Edith Windsor and Thea Spyer became engaged in 1967 and were married in Canada in 2007, although they lived in New York City. Ordinarily, spouses can leave any amount of property to their spouses free of federal estate tax. But when Ms. Spyer died in 2009, Ms. Windsor, 81, had to pay Ms Spyer's estate tax bill because of DOMA, a 1996 law that denies federal recognition of gay marriages.
Although New York State considered the couple married, the federal government did not and taxed Ms. Syper's estate as though the two were not married. (Spouses can leave any amount of property to their spouses, if the spouses are U.S. citizens, free of federal estate tax.) As ElderLawAnswers reported earlier, Ms. Windsor sued the U.S. government seeking to have DOMA declared unconstitutional and asking for a refund of the $350,000 in estate taxes she was forced to pay.
Now that President Obama and Attorney General Eric Holder have themselves declared this section of DOMA unconstitutional, the case is on a different footing. The government was scheduled to file a brief in the case on March 11, which it still intends to do but "it will obviously be consistent with the attorney general's statement," said Ms. Windsor's attorney, Roberta Kaplan, in an interview with The AMLaw Daily.
With both parties in agreement, this would seem to suggest certain legal success for Ms. Windsor, but members of Congress could retain counsel and defend the DOMA statute themselves. A Wall Street Journal blog reports that "Brian Brown, president of the National Organization for Marriage, which opposes same-sex marriage, said his group had already been meeting with members of Congress to ask them to intervene" in this and other DOMA legal challenges. The office of House Majority Leader John Boehner (R-OH) reportedly had no comment about whether he would get involved in any of the suits. Sen. Dianne Feinstein (D-CA) issued a statement that she intends to introduce legislation that "will once and for all repeal" the 1996 law.
Meanwhile, Attorney Kaplan, who is with the firm of Paul, Weiss, Rifkind, Wharton & Garrison, said she is hoping for a quick resolution, noting that her client "is 81 years old, has a serious heart condition, and is not getting any younger. We look forward to moving ahead with her case as expeditiously as possible so that she gets the justice that she so richly deserves."
In a statement, Ms.
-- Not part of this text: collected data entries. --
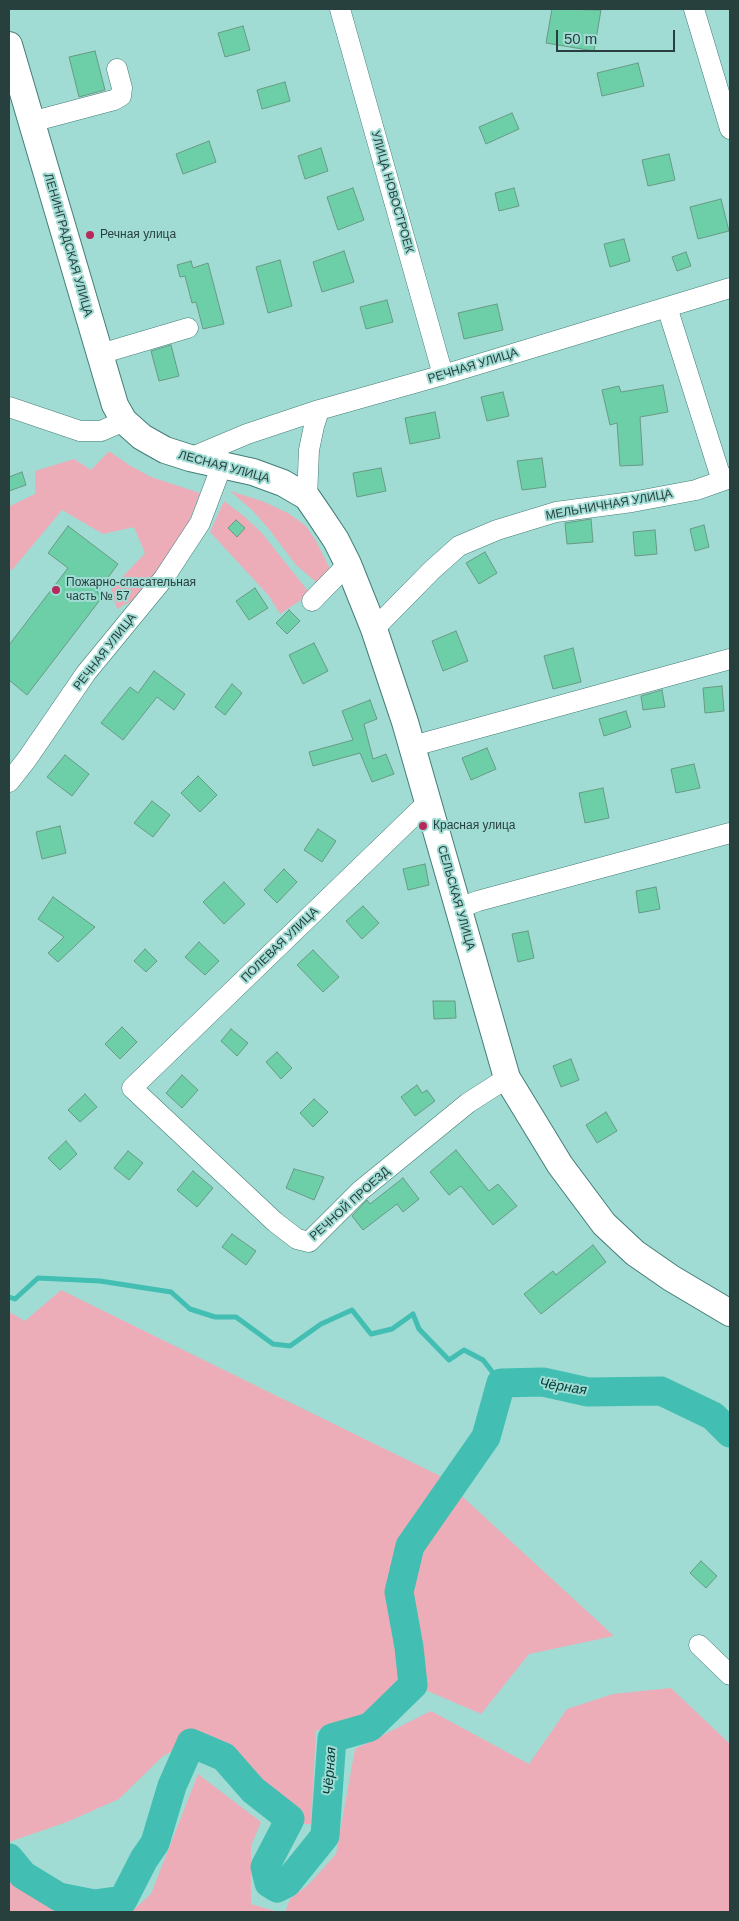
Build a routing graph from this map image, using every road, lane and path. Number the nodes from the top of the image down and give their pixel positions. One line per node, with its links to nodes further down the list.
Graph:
1 (340, 9): 11 (street, УЛИЦА НОВОСТРОЕК)
2 (694, 9): 6 (street)
3 (9, 45): 5 (main road, ЛЕНИНГРАДСКАЯ УЛИЦА)
4 (117, 70): 5 (street)
5 (31, 122): 10 (main road, ЛЕНИНГРАДСКАЯ УЛИЦА)
6 (730, 129)
7 (730, 288): 8 (street, РЕЧНАЯ УЛИЦА)
8 (667, 308): 11 (street, РЕЧНАЯ УЛИЦА); 17 (street)
9 (188, 328): 10 (street)
10 (100, 354): 14 (main road, ЛЕНИНГРАДСКАЯ УЛИЦА)
11 (443, 376): 13 (street, РЕЧНАЯ УЛИЦА)
12 (9, 407): 14 (street, ЛЕСНАЯ УЛИЦА)
13 (319, 410): 15 (street, РЕЧНАЯ УЛИЦА); 18 (street)
14 (122, 430): 15 (main road, ЛЕСНАЯ УЛИЦА)
15 (190, 458): 16 (main road, ЛЕСНАЯ УЛИЦА)
16 (222, 465): 18 (main road, ЛЕСНАЯ УЛИЦА); 24 (street, РЕЧНАЯ УЛИЦА)
17 (726, 480): 21 (street, МЕЛЬНИЧНАЯ УЛИЦА)
18 (307, 497): 19 (main road, СЕЛЬСКАЯ УЛИЦА)
19 (348, 564): 20 (street); 21 (main road, СЕЛЬСКАЯ УЛИЦА)
20 (312, 601)
21 (374, 629): 23 (main road, СЕЛЬСКАЯ УЛИЦА)
22 (730, 659): 23 (street)
23 (414, 746): 25 (main road, СЕЛЬСКАЯ УЛИЦА)
24 (9, 782)
25 (428, 802): 27 (main road, СЕЛЬСКАЯ УЛИЦА); 29 (street, ПОЛЕВАЯ УЛИЦА)
26 (730, 833): 27 (street)
27 (459, 908): 28 (main road, СЕЛЬСКАЯ УЛИЦА)
28 (507, 1078): 29 (street, РЕЧНОЙ ПРОЕЗД); 30 (main road, СЕЛЬСКАЯ УЛИЦА)
29 (132, 1088)
30 (730, 1313)
31 (698, 1644): 32 (street)
32 (730, 1674)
Windsor said: "There are not words to express my feelings given that President Obama and the Department of Justice have done the right thing by recognizing this fundamental principle that all people and all marriages are entitled to be treated equally under the United States Constitution. My only regret is that my beloved late spouse, Thea Spyer, isn't here to share in this historic moment. But in my heart, I feel that she knows."